The history of the concept of "hyperacusis" is a history of vagueness where confusion in how to define it is arisen, precisely, from analytic confusion. In other words, from theorists trying to conceptualize something which they don't know what it is, immersed in a swamp of false assumptions and misunderstandings. The object of the study being uncertain, they don't even think for a moment if that object really exists. "Hyperacusis" has a transcendental, religious-like quality. It is to TTTS what "God" is to human beings, only in the sense that implies a previous and superior stage of existence. But definitely the biggest mistake is to underestimate TTTS and to not understand it fully. Very rarely TTTS is diagnosed when it is all about it.

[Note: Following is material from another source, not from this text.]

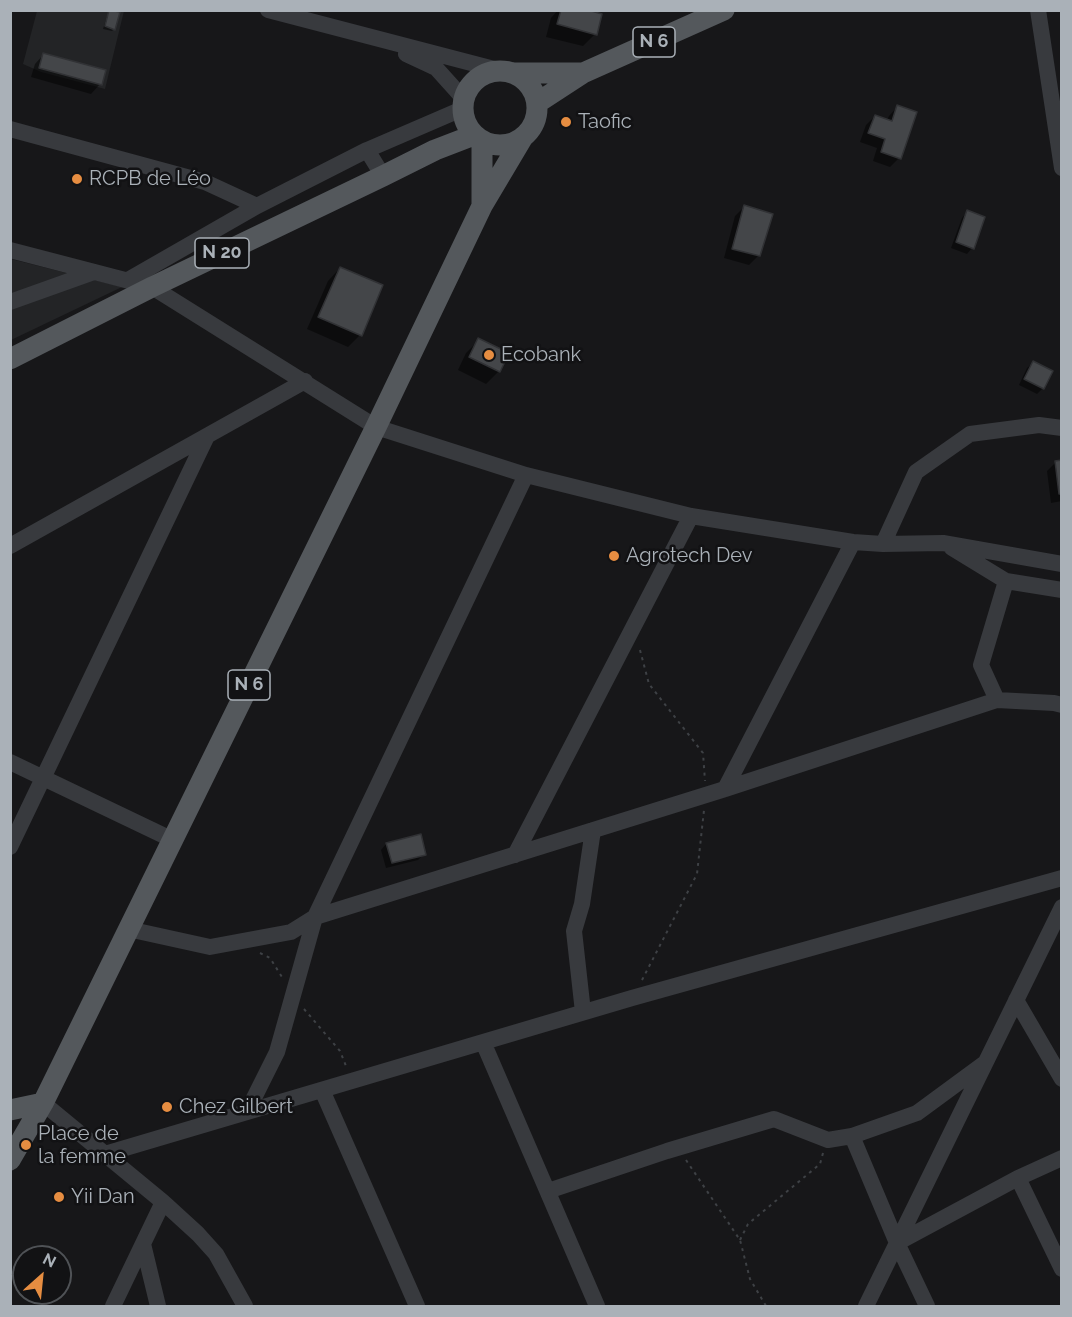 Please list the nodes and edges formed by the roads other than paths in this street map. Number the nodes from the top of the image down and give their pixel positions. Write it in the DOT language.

P.S. I don't have the time or knowledge to talk about ILP or DST or phonophobia caused by non-otologic problems. There are also some people who relate having pain associated to the act of hearing and without TTTS. The real causes are unknown (Nerve pain? Fibromyalgia? Cochlear pain? An unknown virus? And does the pain originate from a physical problem, or is it about phonophobia which somatises? And what if it is the same mechanism of TTTS, related to the startle reaction, only that it is not manifested with muscle contractions, but with nerve overstimulation?). But the reason why I asked my first question is because all of you (except probably Lex) described the symptoms of TTTS. And in these kind of forums almost all the anecdotes I read are about what is called "TTTS".